===== Data extract =====

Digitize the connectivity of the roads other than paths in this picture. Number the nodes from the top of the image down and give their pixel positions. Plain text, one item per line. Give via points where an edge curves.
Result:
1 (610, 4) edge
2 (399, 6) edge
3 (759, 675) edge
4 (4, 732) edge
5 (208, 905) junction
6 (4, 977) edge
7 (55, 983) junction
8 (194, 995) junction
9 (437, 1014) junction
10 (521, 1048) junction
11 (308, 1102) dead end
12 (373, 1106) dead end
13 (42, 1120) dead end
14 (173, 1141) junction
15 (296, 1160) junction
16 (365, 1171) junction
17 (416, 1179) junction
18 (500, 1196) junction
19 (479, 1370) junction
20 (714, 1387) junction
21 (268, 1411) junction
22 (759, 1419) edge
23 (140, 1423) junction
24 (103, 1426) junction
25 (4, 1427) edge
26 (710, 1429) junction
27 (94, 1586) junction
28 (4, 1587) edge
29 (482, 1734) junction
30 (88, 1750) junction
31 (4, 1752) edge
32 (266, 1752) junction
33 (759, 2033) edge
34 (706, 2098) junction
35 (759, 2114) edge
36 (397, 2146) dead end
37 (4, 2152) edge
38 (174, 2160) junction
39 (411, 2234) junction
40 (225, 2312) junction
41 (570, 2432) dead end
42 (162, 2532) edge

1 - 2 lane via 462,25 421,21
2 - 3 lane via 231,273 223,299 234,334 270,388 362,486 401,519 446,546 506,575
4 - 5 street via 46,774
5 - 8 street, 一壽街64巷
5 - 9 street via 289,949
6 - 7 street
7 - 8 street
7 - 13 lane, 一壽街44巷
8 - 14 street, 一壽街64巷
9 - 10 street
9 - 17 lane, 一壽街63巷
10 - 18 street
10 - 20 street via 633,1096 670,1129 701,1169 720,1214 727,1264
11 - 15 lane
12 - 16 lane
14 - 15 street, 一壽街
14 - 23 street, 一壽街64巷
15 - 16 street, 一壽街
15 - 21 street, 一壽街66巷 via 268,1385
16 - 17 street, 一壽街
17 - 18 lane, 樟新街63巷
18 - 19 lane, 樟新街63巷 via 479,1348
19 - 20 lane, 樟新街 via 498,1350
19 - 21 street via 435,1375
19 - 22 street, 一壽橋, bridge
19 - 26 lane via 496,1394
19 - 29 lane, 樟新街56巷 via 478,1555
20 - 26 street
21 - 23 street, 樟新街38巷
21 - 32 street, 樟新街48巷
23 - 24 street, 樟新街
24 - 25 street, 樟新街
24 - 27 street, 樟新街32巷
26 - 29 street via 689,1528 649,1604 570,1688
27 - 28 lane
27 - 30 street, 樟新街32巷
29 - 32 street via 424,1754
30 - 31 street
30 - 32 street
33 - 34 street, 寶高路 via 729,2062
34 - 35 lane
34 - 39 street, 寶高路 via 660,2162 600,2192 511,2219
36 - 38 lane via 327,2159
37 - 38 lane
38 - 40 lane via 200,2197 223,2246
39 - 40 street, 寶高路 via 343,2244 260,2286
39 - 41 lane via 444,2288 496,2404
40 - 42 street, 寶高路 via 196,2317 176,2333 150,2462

=====

→ **Exercise requirements**
Respond with nothing but the number of lines in the entries that contain the string "dead".

→ **Output**
5